* What the task asks: For every line in the records that has the word "Phelps", make a copy.

+ + + + +

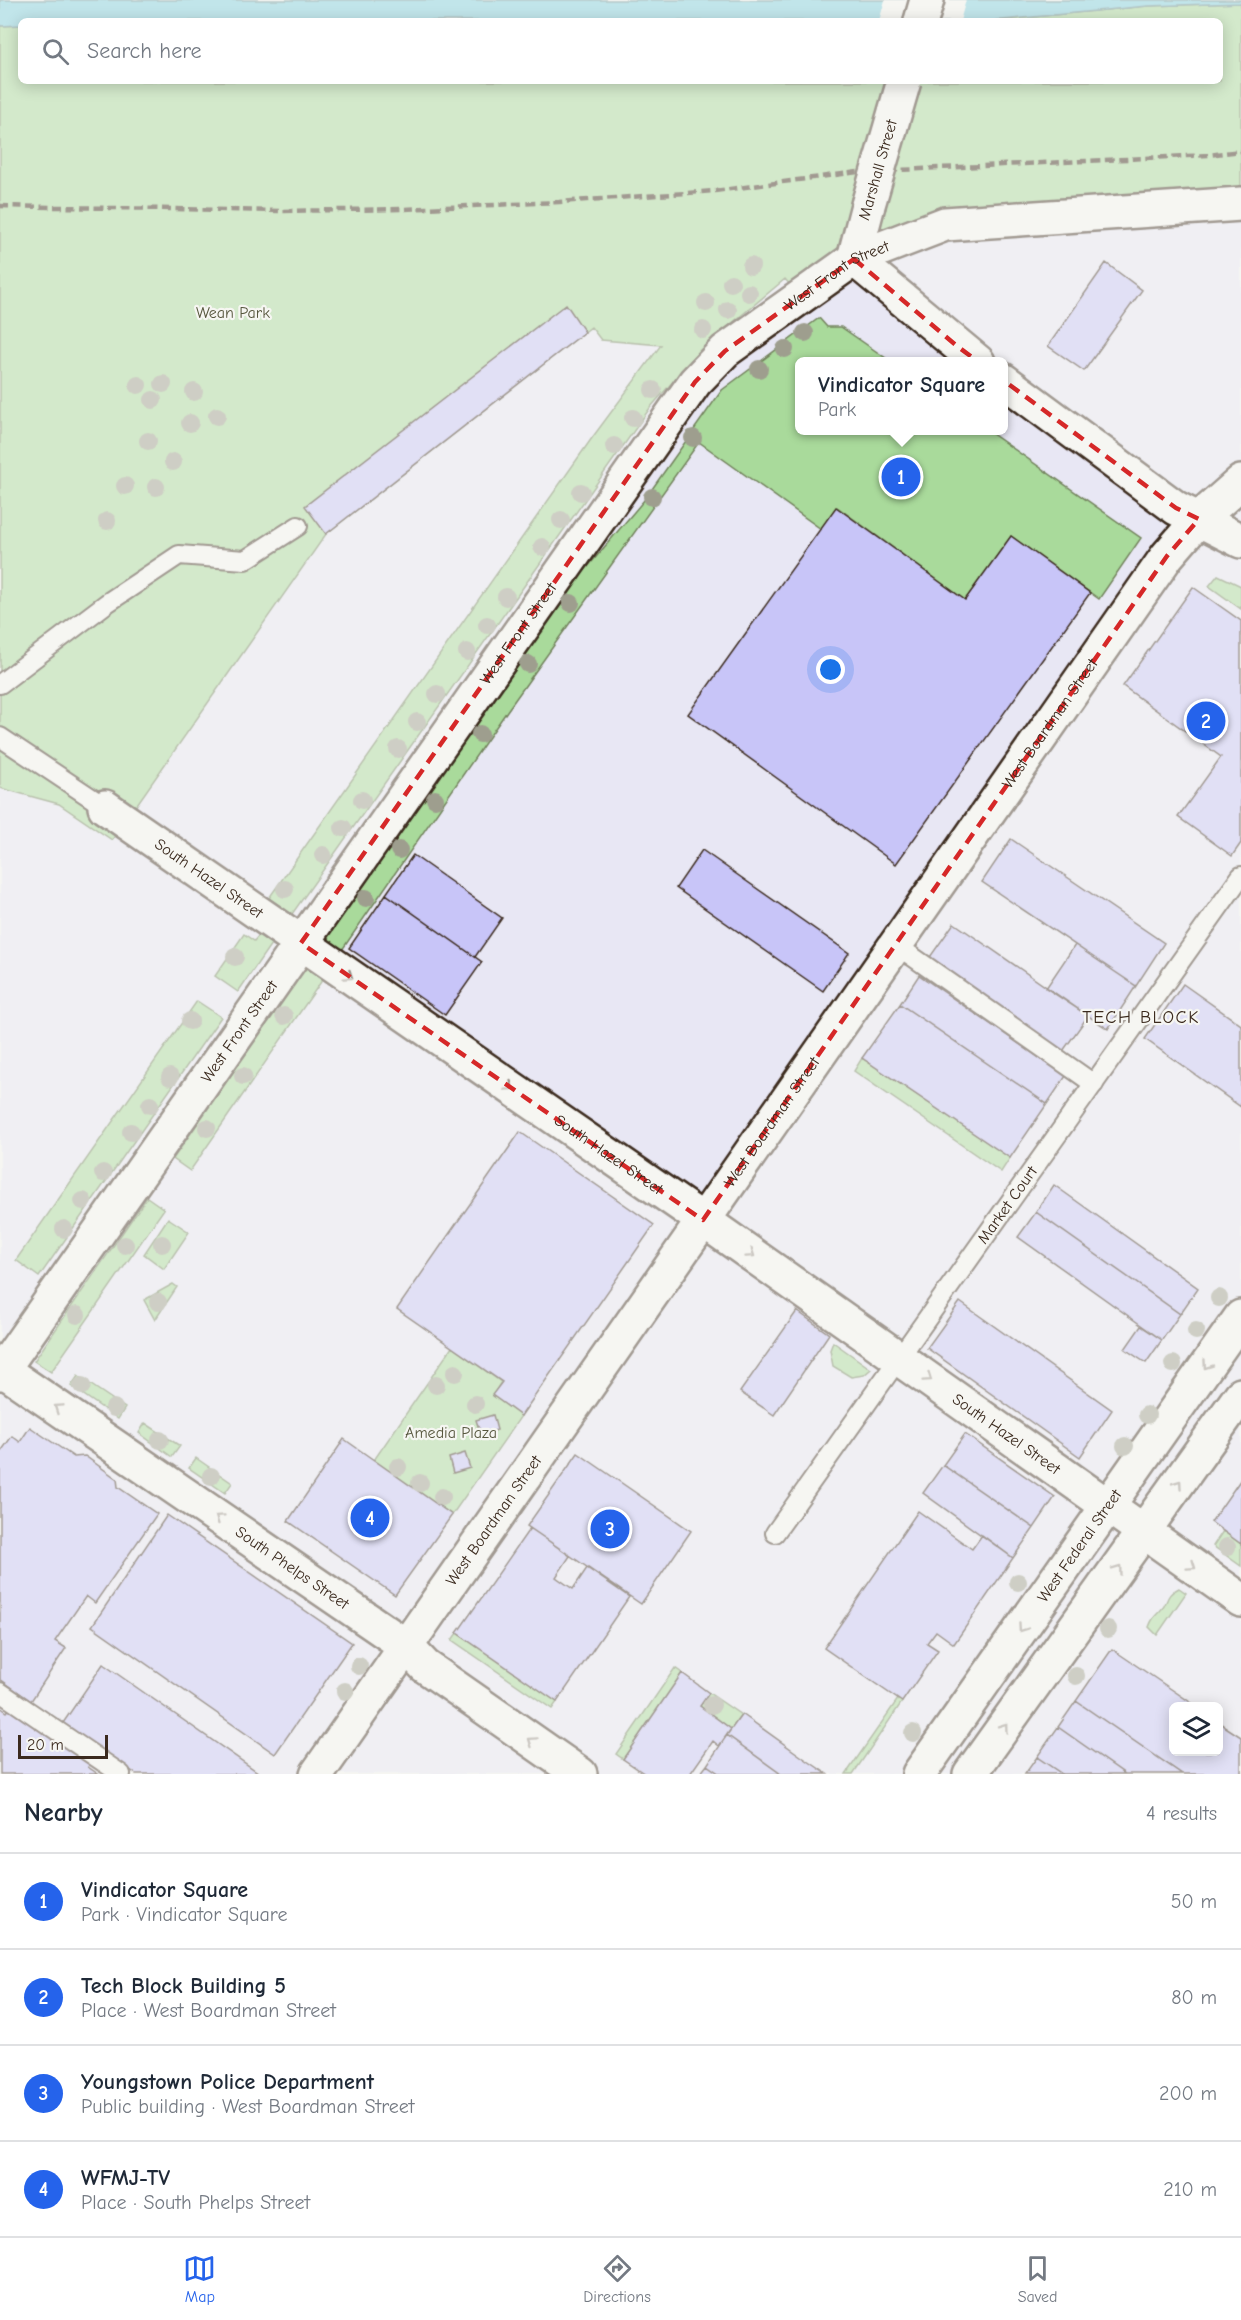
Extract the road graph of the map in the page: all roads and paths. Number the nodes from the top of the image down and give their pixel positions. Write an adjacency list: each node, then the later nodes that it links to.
1 (927, 0): 2 (street)
2 (922, 18)
3 (903, 84): 5 (street, Marshall Street, bridge)
4 (1241, 204): 5 (street, West Front Street)
5 (854, 259): 6 (street); 16 (street, West Front Street)
6 (972, 357)
7 (1008, 384): 9 (street)
8 (1241, 482): 9 (street, West Boardman Street)
9 (1199, 519): 11 (street); 17 (street, West Boardman Street)
10 (298, 526): 12 (lane)
11 (1241, 541)
12 (0, 684)
13 (0, 737): 14 (lane)
14 (105, 807): 16 (street, South Hazel Street)
15 (1241, 876): 18 (lane, Market Court)
16 (301, 943): 19 (street, South Hazel Street, one-way to 19); 22 (street, West Front Street)
17 (896, 945): 18 (lane); 19 (street, West Boardman Street)
18 (1094, 1084): 21 (lane, Market Court)
19 (704, 1220): 21 (street, South Hazel Street, one-way to 21); 28 (street, West Boardman Street)
20 (1241, 1317): 24 (street, West Federal Street, one-way to 24)
21 (899, 1358): 24 (street, South Hazel Street, one-way to 24); 26 (lane, Market Court)
22 (1, 1370): 28 (street, South Phelps Street, one-way to 22)
23 (1241, 1395): 25 (street, one-way to 23)
24 (1108, 1506): 25 (street, South Hazel Street); 33 (street, West Federal Street, one-way to 33)
25 (1144, 1532): 27 (street, South Hazel Street, one-way to 27); 34 (street, one-way to 25)
26 (775, 1533)
27 (1241, 1600)
28 (406, 1646): 31 (street, West Boardman Street); 32 (street, South Phelps Street, one-way to 28)
29 (0, 1692): 30 (lane)
30 (121, 1774)
31 (317, 1774)
32 (580, 1774)
33 (919, 1774)
34 (970, 1774)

+ + + + +

* Written response:
22 (1, 1370): 28 (street, South Phelps Street, one-way to 22)
28 (406, 1646): 31 (street, West Boardman Street); 32 (street, South Phelps Street, one-way to 28)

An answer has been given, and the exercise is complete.